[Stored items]
● ● ● ● ● ● ●
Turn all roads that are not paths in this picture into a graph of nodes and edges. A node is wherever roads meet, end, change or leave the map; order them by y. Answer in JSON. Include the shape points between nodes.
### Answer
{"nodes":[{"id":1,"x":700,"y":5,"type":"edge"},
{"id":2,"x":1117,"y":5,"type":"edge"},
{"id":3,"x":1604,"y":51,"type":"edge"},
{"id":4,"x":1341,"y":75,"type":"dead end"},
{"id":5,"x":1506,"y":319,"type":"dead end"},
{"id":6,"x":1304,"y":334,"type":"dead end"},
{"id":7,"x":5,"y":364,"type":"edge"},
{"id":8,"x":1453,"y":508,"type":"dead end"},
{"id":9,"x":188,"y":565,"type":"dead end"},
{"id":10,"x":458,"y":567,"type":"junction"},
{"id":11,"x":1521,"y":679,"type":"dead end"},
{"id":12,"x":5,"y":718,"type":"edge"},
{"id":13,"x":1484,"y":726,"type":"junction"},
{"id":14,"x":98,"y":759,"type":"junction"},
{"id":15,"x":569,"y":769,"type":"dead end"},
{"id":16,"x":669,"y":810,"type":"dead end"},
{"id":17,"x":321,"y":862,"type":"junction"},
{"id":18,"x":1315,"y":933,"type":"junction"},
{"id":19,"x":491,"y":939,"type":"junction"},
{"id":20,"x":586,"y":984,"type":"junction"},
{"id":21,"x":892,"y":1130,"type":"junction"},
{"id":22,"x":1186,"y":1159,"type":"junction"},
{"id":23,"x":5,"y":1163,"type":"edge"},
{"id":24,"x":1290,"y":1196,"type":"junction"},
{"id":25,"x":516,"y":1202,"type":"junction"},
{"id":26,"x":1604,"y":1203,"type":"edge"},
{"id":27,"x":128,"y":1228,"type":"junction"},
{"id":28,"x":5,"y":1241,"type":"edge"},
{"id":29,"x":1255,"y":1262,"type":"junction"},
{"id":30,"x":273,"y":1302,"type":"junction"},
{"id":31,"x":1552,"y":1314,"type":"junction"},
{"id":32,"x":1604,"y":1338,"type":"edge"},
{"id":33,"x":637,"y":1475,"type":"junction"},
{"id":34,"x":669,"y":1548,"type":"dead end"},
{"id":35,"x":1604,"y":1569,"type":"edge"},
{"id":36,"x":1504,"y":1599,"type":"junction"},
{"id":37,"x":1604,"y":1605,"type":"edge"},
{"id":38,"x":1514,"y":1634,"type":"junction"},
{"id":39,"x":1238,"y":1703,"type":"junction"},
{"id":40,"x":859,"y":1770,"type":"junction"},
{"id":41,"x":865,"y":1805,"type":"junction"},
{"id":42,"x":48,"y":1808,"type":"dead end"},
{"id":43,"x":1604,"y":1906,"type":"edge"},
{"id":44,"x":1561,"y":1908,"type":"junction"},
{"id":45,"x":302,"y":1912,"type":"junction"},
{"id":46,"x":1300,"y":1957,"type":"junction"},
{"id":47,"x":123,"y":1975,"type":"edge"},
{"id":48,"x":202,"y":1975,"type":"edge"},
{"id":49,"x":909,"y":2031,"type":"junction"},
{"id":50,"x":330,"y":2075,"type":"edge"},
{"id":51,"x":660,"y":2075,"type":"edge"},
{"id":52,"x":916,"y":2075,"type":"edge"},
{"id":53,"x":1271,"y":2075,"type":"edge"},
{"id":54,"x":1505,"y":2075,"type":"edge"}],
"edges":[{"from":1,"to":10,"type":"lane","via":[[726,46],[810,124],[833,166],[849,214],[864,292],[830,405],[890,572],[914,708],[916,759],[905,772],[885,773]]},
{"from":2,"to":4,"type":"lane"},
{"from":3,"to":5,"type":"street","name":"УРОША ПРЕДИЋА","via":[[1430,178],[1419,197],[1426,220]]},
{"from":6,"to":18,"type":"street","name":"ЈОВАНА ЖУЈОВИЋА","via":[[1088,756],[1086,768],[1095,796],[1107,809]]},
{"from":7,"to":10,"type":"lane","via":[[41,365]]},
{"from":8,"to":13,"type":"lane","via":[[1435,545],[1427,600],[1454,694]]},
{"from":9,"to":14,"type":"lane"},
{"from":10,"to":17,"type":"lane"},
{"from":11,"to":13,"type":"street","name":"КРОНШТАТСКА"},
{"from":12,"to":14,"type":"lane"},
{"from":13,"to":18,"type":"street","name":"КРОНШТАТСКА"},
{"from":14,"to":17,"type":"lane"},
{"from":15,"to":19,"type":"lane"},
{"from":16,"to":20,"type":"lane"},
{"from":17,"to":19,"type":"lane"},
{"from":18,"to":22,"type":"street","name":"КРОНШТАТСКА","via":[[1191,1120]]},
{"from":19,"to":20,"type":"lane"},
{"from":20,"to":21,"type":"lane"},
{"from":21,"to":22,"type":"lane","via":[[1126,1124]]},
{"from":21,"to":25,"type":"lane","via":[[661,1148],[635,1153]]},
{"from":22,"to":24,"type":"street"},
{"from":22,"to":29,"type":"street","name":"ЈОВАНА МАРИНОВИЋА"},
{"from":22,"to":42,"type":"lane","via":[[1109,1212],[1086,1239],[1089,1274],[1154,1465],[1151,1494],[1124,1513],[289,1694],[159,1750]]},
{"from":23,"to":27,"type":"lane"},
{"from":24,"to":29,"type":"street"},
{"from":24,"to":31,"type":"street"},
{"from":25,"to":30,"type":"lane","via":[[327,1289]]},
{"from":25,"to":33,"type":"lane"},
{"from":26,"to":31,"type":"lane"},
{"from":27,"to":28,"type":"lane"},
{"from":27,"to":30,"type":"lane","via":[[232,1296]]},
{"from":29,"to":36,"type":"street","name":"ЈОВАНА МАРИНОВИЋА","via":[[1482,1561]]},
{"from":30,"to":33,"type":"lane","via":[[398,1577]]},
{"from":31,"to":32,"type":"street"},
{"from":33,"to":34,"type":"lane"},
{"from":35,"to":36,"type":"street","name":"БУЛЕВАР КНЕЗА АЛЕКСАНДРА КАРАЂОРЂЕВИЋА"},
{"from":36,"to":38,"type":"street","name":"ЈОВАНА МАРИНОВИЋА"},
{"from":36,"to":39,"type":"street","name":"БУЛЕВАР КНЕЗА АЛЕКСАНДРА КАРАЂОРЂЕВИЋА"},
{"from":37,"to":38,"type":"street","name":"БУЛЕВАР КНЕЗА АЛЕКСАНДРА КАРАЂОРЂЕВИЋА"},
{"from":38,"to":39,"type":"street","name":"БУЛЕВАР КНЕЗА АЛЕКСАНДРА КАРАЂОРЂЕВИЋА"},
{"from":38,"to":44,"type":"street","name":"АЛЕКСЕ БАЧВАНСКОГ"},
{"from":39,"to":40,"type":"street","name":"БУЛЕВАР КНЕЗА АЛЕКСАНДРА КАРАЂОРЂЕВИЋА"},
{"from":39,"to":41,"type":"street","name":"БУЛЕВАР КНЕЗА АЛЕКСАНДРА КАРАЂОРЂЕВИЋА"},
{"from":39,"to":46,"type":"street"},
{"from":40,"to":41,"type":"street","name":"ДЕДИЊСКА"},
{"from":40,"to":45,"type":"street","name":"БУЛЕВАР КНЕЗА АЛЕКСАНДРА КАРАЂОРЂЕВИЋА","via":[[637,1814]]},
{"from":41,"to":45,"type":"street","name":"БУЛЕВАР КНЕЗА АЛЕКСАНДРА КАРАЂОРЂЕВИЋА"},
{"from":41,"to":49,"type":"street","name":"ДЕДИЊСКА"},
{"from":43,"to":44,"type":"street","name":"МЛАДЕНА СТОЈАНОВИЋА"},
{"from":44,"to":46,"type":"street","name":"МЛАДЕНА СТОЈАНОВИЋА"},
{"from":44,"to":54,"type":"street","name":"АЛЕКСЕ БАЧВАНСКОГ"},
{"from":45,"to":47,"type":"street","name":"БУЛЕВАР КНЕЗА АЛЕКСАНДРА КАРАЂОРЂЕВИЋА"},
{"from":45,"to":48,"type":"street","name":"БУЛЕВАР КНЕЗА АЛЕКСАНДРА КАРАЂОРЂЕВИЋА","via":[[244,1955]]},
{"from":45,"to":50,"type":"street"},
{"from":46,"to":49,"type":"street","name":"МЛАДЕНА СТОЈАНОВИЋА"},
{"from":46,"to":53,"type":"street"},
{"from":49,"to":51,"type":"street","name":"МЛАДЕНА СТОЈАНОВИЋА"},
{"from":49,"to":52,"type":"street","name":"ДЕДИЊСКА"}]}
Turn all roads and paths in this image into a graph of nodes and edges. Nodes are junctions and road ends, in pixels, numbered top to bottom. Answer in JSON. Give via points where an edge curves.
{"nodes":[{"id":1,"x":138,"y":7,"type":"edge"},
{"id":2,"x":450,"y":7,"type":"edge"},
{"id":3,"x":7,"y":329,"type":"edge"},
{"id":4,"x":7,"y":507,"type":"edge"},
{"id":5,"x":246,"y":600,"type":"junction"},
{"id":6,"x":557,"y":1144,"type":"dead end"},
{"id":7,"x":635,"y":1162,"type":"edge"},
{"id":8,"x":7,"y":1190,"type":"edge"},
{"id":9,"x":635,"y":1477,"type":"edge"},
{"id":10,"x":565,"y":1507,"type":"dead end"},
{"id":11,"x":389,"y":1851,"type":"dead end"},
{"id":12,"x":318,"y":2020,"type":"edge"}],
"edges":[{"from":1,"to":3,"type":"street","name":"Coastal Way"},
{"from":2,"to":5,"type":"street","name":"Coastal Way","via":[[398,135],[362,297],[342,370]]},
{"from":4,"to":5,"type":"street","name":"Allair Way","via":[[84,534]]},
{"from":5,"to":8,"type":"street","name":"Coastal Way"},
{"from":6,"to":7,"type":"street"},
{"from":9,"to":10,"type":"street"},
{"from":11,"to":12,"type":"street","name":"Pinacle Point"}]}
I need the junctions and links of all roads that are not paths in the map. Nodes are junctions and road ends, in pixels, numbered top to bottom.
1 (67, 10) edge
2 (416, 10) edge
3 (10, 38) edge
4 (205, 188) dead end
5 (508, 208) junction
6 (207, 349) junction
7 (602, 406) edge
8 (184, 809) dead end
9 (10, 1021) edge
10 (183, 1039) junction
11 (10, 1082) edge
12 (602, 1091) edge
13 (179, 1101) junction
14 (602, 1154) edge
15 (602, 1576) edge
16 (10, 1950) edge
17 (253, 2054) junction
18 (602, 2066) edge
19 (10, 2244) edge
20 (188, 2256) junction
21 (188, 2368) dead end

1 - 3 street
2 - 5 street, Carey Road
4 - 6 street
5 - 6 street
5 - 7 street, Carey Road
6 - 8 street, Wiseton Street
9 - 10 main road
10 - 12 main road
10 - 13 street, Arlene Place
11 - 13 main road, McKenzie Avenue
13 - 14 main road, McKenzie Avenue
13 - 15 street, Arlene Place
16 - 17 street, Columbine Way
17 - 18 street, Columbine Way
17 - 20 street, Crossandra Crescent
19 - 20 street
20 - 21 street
● ● ● ● ● ● ●
**PROBLEM STATEMENT**. Lines from the entries that contain the string "Carey" are what must be copied.

**ANSWER BELOW**.
2 - 5 street, Carey Road
5 - 7 street, Carey Road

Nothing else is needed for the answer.